*Images with keypoint coordinates*
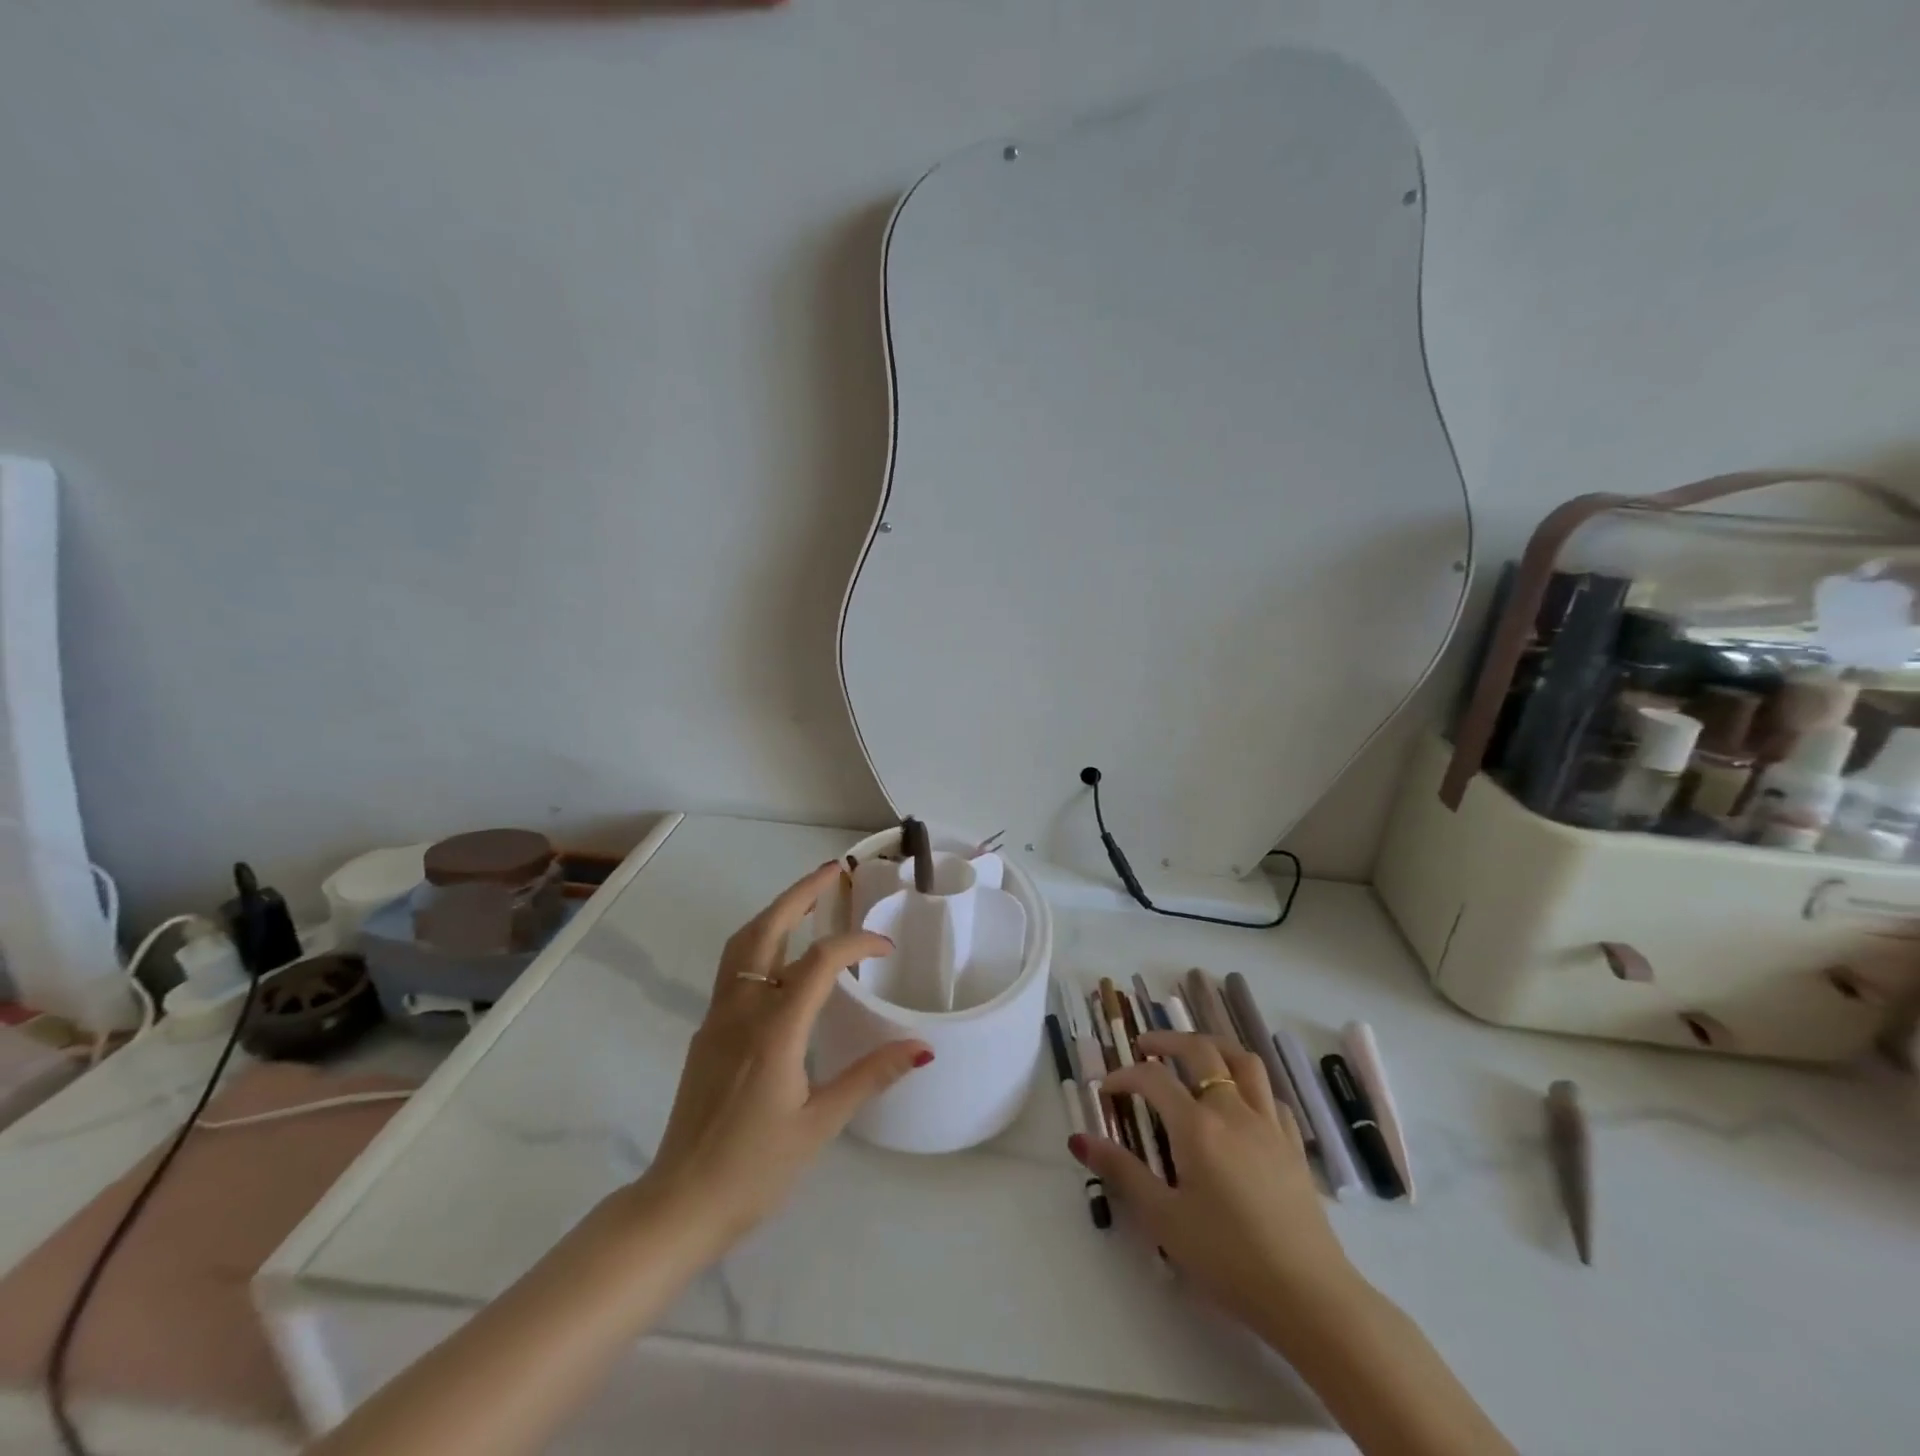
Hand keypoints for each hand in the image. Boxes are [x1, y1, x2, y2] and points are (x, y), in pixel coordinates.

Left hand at [636, 862, 932, 1253]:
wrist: (679, 1204)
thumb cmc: (754, 1169)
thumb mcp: (820, 1125)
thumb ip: (869, 1077)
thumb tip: (921, 1048)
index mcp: (774, 1031)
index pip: (818, 962)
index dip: (855, 944)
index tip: (885, 947)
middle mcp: (741, 1012)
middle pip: (767, 931)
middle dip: (800, 895)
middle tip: (831, 872)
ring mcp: (717, 1019)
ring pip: (742, 945)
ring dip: (775, 913)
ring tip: (807, 900)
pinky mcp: (707, 1033)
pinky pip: (733, 970)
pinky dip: (761, 943)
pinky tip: (782, 957)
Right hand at [1072, 1031, 1355, 1340]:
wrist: (1309, 1296)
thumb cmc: (1228, 1258)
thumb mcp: (1164, 1219)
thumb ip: (1122, 1172)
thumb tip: (1080, 1139)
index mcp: (1197, 1126)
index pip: (1153, 1079)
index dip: (1124, 1076)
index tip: (1106, 1090)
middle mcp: (1233, 1110)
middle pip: (1201, 1050)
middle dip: (1167, 1041)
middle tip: (1145, 1047)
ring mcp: (1268, 1124)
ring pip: (1243, 1061)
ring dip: (1213, 1048)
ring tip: (1194, 1056)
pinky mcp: (1292, 1145)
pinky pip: (1270, 1095)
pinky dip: (1248, 1085)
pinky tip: (1239, 1103)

*Work instructions*
Would you please copy every line in the data that contains the word "ring"?

*Exercise solution*
ring mcp: (717, 1019)
ring pip: (742, 945)
ring dip: (775, 913)
ring tip: (807, 900)
ring mcp: (1268, 1124)
ring pip: (1243, 1061)
ring dip: (1213, 1048)
ring tip: (1194, 1056)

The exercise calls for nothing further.